Chez les B., on était sept employés : cinq femmes, et deux jardiniers.
L’un des jardiniers était là pour le courant, pour entretenir la campagne, les arbres, le jardin potager. L’autre était attaché au jardin botanique créé par les B., et dont s’occupaient des professeurs de l’université de Genève : chaque année, ils venaient le repourvoir, y mettre de nouvelles plantes, etc.
Les B. étaient riches : immensément riches.
A Valeyres, le travail était épouvantable. Il fallait se lever à 6 heures du matin, et il fallait tout faire à genoux. Il n’y avait pas d’aspirateurs à cette époque : c’était le jardinier qui tapait les tapis. On les tapait une fois par semaine.
A part ça, on les brossait, – à genoux. On faisait le tour des pièces à genoux, tant et si bien qu’une fois j’ai été chez le docteur – bien des années après. Il m’a dit :
— Mademoiselle, pourquoi avez-vous une pareille corne aux genoux
— Eh bien, docteur, c’est parce que j’ai travaillé pendant cinq ans à genoux, pour faire le ménage. Il n’en revenait pas :
— Non, mais ce n’est pas vrai
— Bien sûr, c’était comme ça. On faisait les parquets à genoux.

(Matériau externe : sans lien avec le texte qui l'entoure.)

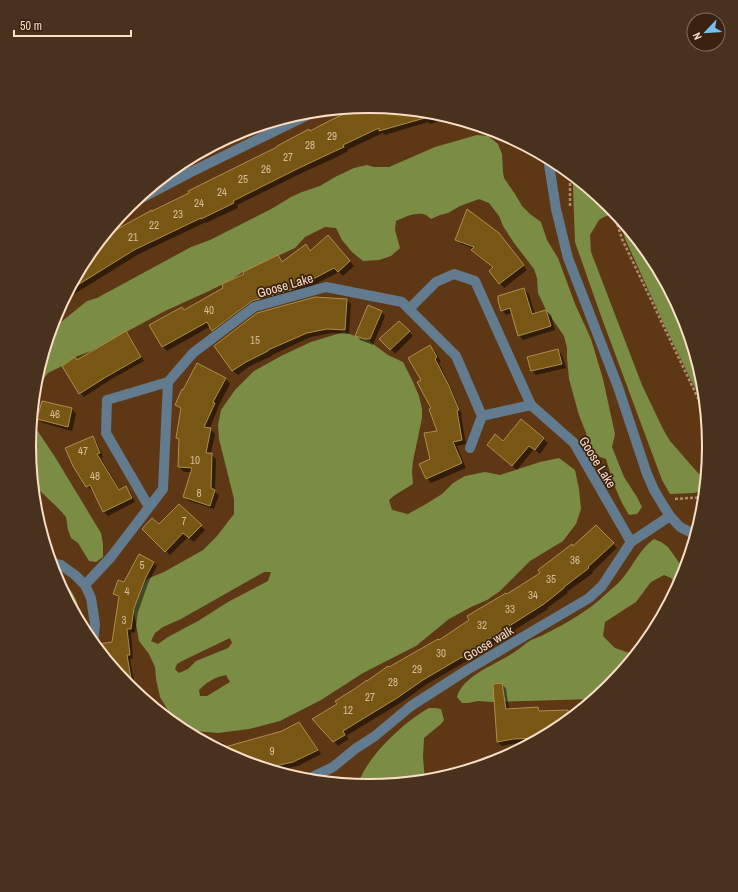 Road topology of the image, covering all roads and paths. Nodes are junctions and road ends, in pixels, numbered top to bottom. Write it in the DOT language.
graph roads {
  1 [pos="295,121"];
  2 [pos="549,166"];
  3 [pos="156,191"];
  4 [pos="617,224"];
  5 [pos="410,309"];
  6 [pos="168,382"];
  7 [pos="699,401"];
  8 [pos="531,405"];
  9 [pos="482,416"];
  10 [pos="470,448"];
  11 [pos="149,507"];
  12 [pos="670,516"];
  13 [pos="691,532"];
  14 [pos="631,542"];
  15 [pos="58,564"];
  16 [pos="85,585"];
  17 [pos="94,634"];
  18 [pos="317,775"];
  1 -- 3 [label="street"];
  2 -- 12 [label="street"];
  4 -- 7 [label="path"];
  5 -- 6 [label="street, Goose Lake"];
  5 -- 8 [label="street, Goose Lake"];
  5 -- 9 [label="street, Goose Lake"];
  6 -- 11 [label="street"];
  6 -- 11 [label="street"];
  8 -- 9 [label="street"];
  8 -- 14 [label="street, Goose Lake"];
  9 -- 10 [label="street"];
  11 -- 16 [label="street"];
  12 -- 13 [label="street"];
  12 -- 14 [label="street, Goose walk"];
  14 -- 18 [label="street, Goose walk"];
  15 -- 16 [label="street"];
  16 -- 17 [label="street"];
}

On balayait, puis on enlevait toute la poussière sur les soubassements ; Madame faisait le tour de la maison, pour voir si ses bonnes faisaient bien leur ménage comme il faut. Elle était gentille ; elle était pleine de sollicitude ; toujours très polie avec nous. Elle nous parlait toujours très aimablement, en nous regardant nous échiner.

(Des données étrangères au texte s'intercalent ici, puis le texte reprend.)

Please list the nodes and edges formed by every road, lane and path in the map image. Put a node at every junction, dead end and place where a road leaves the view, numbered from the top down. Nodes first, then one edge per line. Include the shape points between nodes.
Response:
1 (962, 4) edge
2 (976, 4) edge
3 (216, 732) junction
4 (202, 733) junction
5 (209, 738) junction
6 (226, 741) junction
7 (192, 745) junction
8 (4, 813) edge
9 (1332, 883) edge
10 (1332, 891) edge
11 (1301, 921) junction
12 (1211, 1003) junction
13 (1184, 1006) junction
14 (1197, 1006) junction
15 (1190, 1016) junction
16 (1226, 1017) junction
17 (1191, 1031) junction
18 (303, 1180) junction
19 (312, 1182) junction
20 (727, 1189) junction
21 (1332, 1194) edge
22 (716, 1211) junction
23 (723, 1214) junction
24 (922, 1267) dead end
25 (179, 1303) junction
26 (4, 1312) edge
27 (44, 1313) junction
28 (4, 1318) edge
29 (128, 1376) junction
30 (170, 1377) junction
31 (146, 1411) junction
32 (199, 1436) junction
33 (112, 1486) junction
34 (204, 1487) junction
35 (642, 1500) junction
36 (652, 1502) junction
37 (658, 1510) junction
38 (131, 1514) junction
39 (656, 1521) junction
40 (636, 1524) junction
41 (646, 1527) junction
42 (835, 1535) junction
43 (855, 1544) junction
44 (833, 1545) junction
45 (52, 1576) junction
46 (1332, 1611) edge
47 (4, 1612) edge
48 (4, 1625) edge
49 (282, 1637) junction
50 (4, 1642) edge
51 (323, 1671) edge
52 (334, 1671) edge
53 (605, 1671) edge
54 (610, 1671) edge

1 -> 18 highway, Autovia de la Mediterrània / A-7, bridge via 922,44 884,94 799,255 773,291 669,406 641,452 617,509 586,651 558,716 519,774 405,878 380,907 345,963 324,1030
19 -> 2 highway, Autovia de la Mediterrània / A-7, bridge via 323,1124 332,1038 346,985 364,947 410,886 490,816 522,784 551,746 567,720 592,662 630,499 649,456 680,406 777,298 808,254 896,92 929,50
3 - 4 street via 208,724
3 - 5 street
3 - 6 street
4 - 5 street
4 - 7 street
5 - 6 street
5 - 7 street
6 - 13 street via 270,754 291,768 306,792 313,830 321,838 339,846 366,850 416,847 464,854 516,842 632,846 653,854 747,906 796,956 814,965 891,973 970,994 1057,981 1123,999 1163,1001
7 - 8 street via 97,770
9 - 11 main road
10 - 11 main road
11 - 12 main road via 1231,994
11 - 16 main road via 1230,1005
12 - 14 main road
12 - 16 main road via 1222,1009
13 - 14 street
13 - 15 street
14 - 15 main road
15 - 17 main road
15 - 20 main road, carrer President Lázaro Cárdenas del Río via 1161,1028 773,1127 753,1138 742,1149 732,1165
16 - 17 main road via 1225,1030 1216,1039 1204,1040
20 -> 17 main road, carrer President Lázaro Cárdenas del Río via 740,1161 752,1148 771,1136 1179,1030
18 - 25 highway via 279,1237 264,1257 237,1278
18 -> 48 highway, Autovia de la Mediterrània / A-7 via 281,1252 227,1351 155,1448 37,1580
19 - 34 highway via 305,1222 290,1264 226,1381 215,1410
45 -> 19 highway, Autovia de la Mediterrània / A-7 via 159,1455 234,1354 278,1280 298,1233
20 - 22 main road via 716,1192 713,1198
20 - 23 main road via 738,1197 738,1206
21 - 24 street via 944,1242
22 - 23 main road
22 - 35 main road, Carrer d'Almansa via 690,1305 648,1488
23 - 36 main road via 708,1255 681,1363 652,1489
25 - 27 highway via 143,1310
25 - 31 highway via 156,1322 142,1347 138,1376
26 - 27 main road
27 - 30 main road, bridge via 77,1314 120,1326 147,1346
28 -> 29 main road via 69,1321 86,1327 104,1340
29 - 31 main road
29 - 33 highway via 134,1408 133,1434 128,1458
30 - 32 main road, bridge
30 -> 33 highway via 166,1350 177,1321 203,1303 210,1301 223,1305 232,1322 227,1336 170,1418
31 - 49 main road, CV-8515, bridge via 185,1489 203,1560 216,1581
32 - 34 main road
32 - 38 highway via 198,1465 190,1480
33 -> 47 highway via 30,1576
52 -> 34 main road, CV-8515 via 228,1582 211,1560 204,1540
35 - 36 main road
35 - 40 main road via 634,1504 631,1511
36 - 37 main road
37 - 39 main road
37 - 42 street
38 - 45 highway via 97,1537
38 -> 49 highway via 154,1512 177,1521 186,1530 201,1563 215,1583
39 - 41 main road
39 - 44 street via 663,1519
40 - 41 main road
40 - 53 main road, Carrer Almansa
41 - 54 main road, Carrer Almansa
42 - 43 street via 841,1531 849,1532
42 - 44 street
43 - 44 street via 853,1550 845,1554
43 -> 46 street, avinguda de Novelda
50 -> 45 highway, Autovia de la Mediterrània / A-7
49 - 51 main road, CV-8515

On travaillait beaucoup. Il y avait souvent des grands dîners. On était très fatigué le soir. Point de repos : une après-midi de congé par semaine, si on peut appeler ça une après-midi – c’était quatre heures à peine. On n’avait pas la permission de sortir comme on voulait. On ne devait pas aller au village. On n’avait pas à porter notre courrier à la poste. On devait le donner à Monsieur. Il ne voulait pas qu’on cause avec les gens du village. Ni avec le fermier. En cinq ans que j’ai été là-bas, je ne sais pas si j’ai vu deux fois le fermier, qui pourtant habitait à côté du Manoir. On avait la permission d’aller à Orbe, pour acheter nos effets personnels. On y allait à pied, ou en autobus ; mais souvent à pied, ce n’était pas loin7.

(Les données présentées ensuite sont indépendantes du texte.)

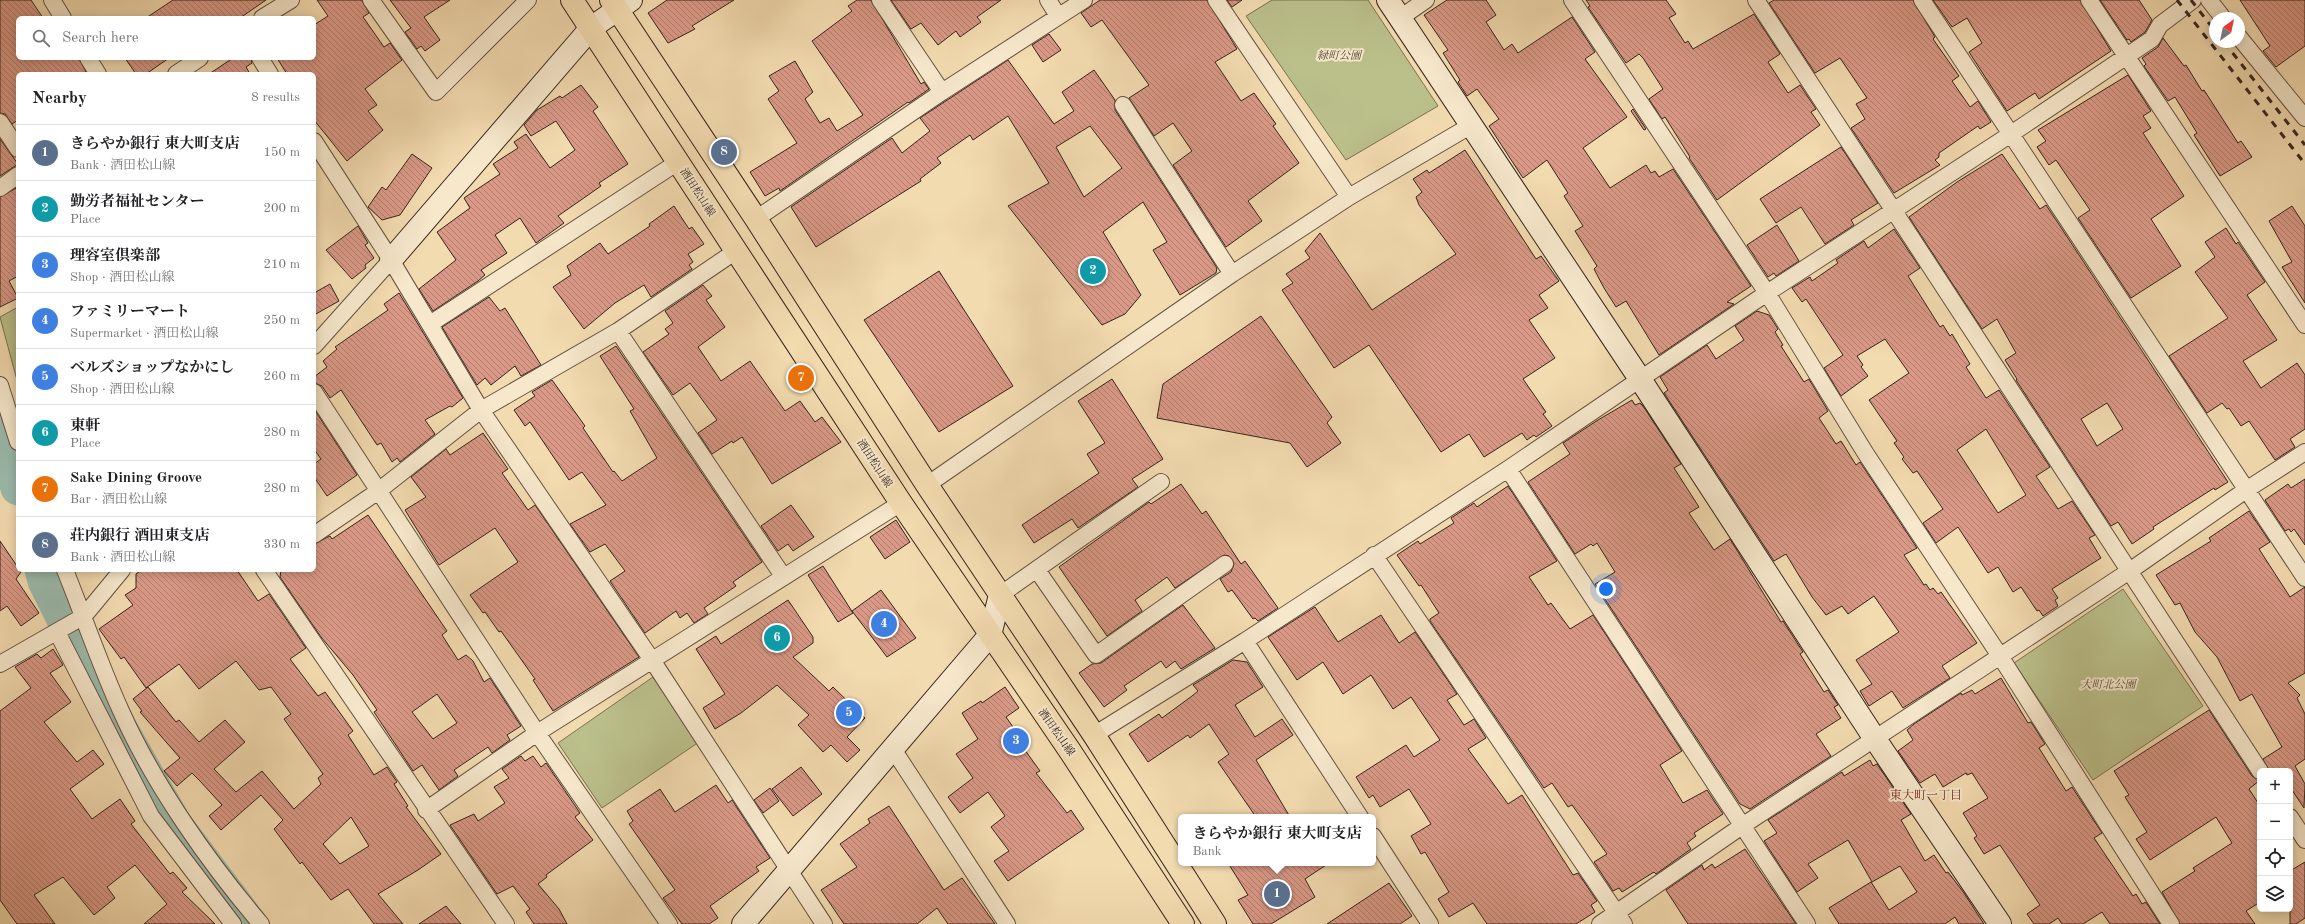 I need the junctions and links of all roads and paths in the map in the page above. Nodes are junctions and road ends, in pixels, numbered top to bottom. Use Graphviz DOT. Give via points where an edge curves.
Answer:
graph roads {
  1 [pos="52,0"];
  2 [pos="291,0"];
  3 [pos="371,0"];
  4 [pos="528,0"];
  5 [pos="572,0"];
  6 [pos="880,0"];
  7 [pos="1048,0"];
  8 [pos="1084,0"];
  9 [pos="1216,0"];
  10 [pos="1388,0"];
  11 [pos="1426,0"];
  12 [pos="1572,0"];
  13 [pos="1756,0"];
  14 [pos="1922,0"];
  15 [pos="2089,0"];
  16 [pos="2193,0"];
  17 [pos="2209,0"];
  18 [pos="620,3"];
  19 [pos="2219,12"];
  20 [pos="62,16"];
  21 [pos="265,16"];
  22 [pos="1058,16"];
  23 [pos="1400,18"];
  24 [pos="591,28"];
  25 [pos="2245,44"];
  26 [pos="2126,56"];
  27 [pos="89,60"];
  28 [pos="197,60"];
  29 [pos="261,60"];
  30 [pos="97,72"];
  31 [pos="179,72"];
  32 [pos="269,72"];
  33 [pos="942,92"];
  34 [pos="1123,105"];
  35 [pos="2305,118"];
  36 [pos="0,122"];
  37 [pos="1470,126"];
  38 [pos="2011,134"];
  39 [pos="316,144"];
  40 [pos="16,146"];
  41 [pos="678,162"];
  42 [pos="16,176"];
  43 [pos="0,188"];
  44 [pos="1349,197"];
  45 [pos="1894,209"];
  46 [pos="756,219"];
  47 [pos="736,251"];
  48 [pos="391,260"];
  49 [pos="1232,274"];
  50 [pos="1767,293"];
  51 [pos="430,324"];
  52 [pos="2305,325"];
  53 [pos="618,331"];
  54 [pos="316,344"];
  55 [pos="1640,379"];
  56 [pos="0,385"];
  57 [pos="316,395"];
  58 [pos="481,410"];
  59 [pos="16,436"];
  60 [pos="2305,452"];
  61 [pos="1508,469"];
  62 [pos="1161,482"];
  63 [pos="927,485"];
  64 [pos="2246,490"];
  65 [pos="377,492"];
  66 [pos="901,503"];
  67 [pos="316,534"];
  68 [pos="1374,555"];
  69 [pos="1226,564"];
  70 [pos="1036,570"];
  71 [pos="2131,570"];
  72 [pos="66,572"];
  73 [pos="120,572"];
  74 [pos="265,572"];
  75 [pos="783,576"];
  76 [pos="2305,578"];
  77 [pos="1000,595"];
  78 [pos="84,616"];
  79 [pos="57,632"];
  80 [pos="990,635"];
  81 [pos="1245,641"];
  82 [pos="2000,656"];
  83 [pos="652,660"];
  84 [pos="0,664"];
  85 [pos="537,733"];
  86 [pos="1094,735"];
  87 [pos="1875,739"];
  88 [pos="893,748"];
  89 [pos="2258,768"];
  90 [pos="426,810"];
  91 [pos="1358,814"];
  92 [pos="2293,822"];
  93 [pos="1742,826"];
  94 [pos="2305,840"];
  95 [pos="1376,841"];
  96 [pos="788,869"];
  97 [pos="1620,919"];
  98 [pos="233,924"];
  99 [pos="261,924"];
  100 [pos="506,924"];
  101 [pos="669,924"];
  102 [pos="742,924"];
  103 [pos="824,924"];
  104 [pos="1007,924"];
  105 [pos="1183,924"];
  106 [pos="1215,924"];
  107 [pos="1430,924"];
  108 [pos="1600,924"];
  109 [pos="1807,924"];
  110 [pos="2000,924"];
  111 [pos="2171,924"];
  1 -- 20 [label="street"];
  2 -- 21 [label="street"];
  3 -- 4 [label="street" via="436,92"];
  5 -- 24 [label="main road, 酒田松山線"];
  6 -- 33 [label="street"];
  7 -- 22 [label="street"];
  8 -- 22 [label="street"];
  9 -- 44 [label="street"];
  10 -- 23 [label="street"];
  11 -- 23 [label="street"];
  12 -- 50 [label="street"];
  13 -- 45 [label="street"];
  14 -- 38 [label="street"];
  15 -- 26 [label="street"];
  16 -- 26 [label="street" via="2160,25 2152,39"];
  17 -- 19 [label="street"];
  18 -- 24 [label="street"];
  18 -- 46 [label="main road"];
  22 -- 33 [label="street"];
  23 -- 37 [label="street"];
  24 -- 41 [label="main road, 酒田松山線"];
  24 -- 48 [label="street"];
  25 -- 35 [label="street"];
  26 -- 38 [label="street"];
  26 -- 52 [label="street"];
  27 -- 30 [label="street"];
  28 -- 31 [label="street"];
  29 -- 32 [label="street"];
  33 -- 46 [label="street"];
  34 -- 49 [label="street"];
  36 -- 40 [label="street"];
  37 -- 44 [label="street"];
  37 -- 55 [label="street"];
  38 -- 45 [label="street"];
  38 -- 64 [label="street"];
  39 -- 48 [label="street"];
  41 -- 47 [label="main road, 酒田松山線"];
  41 -- 51 [label="street"];
  42 -- 43 [label="street"];
  44 -- 49 [label="street"];
  45 -- 50 [label="street"];
  45 -- 71 [label="street"];
  46 -- 63 [label="main road"];
  47 -- 53 [label="street"];
  47 -- 66 [label="main road, 酒田松山線"];
  48 -- 51 [label="street"];
  48 -- 54 [label="street"];
  49 -- 63 [label="street"];
  50 -- 55 [label="street"];
  50 -- 82 [label="street" via="1866,454"];
  51 -- 58 [label="street"];
  53 -- 58 [label="street"];
  53 -- 75 [label="street"];
  55 -- 61 [label="street"];
  55 -- 87 [label="street"];
  56 -- 59 [label="street"];
  57 -- 65 [label="street"];
  58 -- 65 [label="street"];
  58 -- 83 [label="street"];
  60 -- 64 [label="street"];
  61 -- 68 [label="street"];
  61 -- 93 [label="street"];
  62 -- 70 [label="street"];
  63 -- 77 [label="main road"];
  64 -- 71 [label="street"];
  64 -- 76 [label="street"];
  65 -- 67 [label="street"];
  65 -- 85 [label="street"];
  66 -- 75 [label="street"];
  66 -- 80 [label="main road, 酒田松山線"];
  68 -- 81 [label="street"];
  68 -- 97 [label="street"];
  69 -- 70 [label="street" via="1096,655"];
  70 -- 77 [label="street"];
  71 -- 82 [label="street"];
  71 -- 89 [label="street"];
  72 -- 78 [label="street"];
  73 -- 78 [label="street"];
  74 -- 90 [label="street"];
  75 -- 83 [label="street"];
  77 -- 80 [label="street"];
  77 -- 86 [label="main road"];
  78 -- 79 [label="street"];
  78 -- 99 [label="street" via="121,712 156,776 220,876"];
  79 -- 84 [label="street"];
  79 -- 98 [label="street" via="151,816"];
  80 -- 88 [label="street"];
  80 -- 105 [label="main road, 酒田松山線" via="1070,750"];
  81 -- 86 [label="street"];
  81 -- 91 [label="street"];
  82 -- 87 [label="street"];
  82 -- 111 [label="street"];
  83 -- 85 [label="street"];
  83 -- 96 [label="street"];
  85 -- 90 [label="street"];
  85 -- 101 [label="street"];
  86 -- 106 [label="main road"];
  87 -- 93 [label="street"];
  87 -- 110 [label="street"];
  88 -- 96 [label="street"];
  88 -- 104 [label="street"];
  90 -- 100 [label="street"];
  92 -- 94 [label="street"];
  93 -- 97 [label="street"];
  93 -- 109 [label="street"];
  95 -- 107 [label="street"];
  96 -- 102 [label="street"];
  96 -- 103 [label="street"];
  97 -- 108 [label="street"];
}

On faisait tous les services, à tour de rôle. J’ai été la femme de chambre des garçons ; j’ai été la femme de chambre des demoiselles ; j’ai été la femme de chambre de Monsieur et Madame ; puis après j’ai fait le service de table.
Quand j’étais la femme de chambre des demoiselles, il fallait attendre que ces demoiselles veuillent bien se coucher. Elles veillaient jusqu’à 10 heures, 10 heures et demie, peut-être 11 heures.
Il fallait aller leur brosser les cheveux, leur mettre la pâte dentifrice sur la brosse à dents. On apportait de l’eau chaude dans des petits brocs, on la versait dans la cuvette.
Les demoiselles avaient à peu près mon âge. L’une avait vingt ans, l’autre dix-neuf.
Je leur brossais les cheveux. Je mettais l’eau dans le verre à dents, l’eau dans la cuvette, à la température adéquate. Puis elles se lavaient les mains ; elles ne faisaient pas une grande toilette le soir. Et il fallait prendre leur robe, la porter à la lingerie, pour qu’elle soit repassée, chaque jour. Si leur robe était tant soit peu défraîchie, elles en mettaient une autre. En général, elles portaient leurs robes deux jours, mais elles ne les remettaient pas sans qu’elles aient été repassées. On les repassait très tôt le matin.
Pour Madame, c’était le même service, mais il fallait en plus l’aider à enlever ses souliers.
Elle se mettait dans son fauteuil, on lui enlevait ses souliers.
On l’aidait à enlever sa robe.
L’eau était préparée comme pour les demoiselles. Mais on ne lui mettait pas le dentifrice sur la brosse : elle faisait ça elle-même.
Quand elle se lavait les mains, on devait se mettre à côté d’elle, tenir le linge de toilette, qu’elle n’ait pas besoin de le prendre elle-même. On le lui tendait, elle s’essuyait les mains, et on le remettait en place.
Puis elle nous disait très gentiment : Bonne nuit. Le cérémonial était terminé.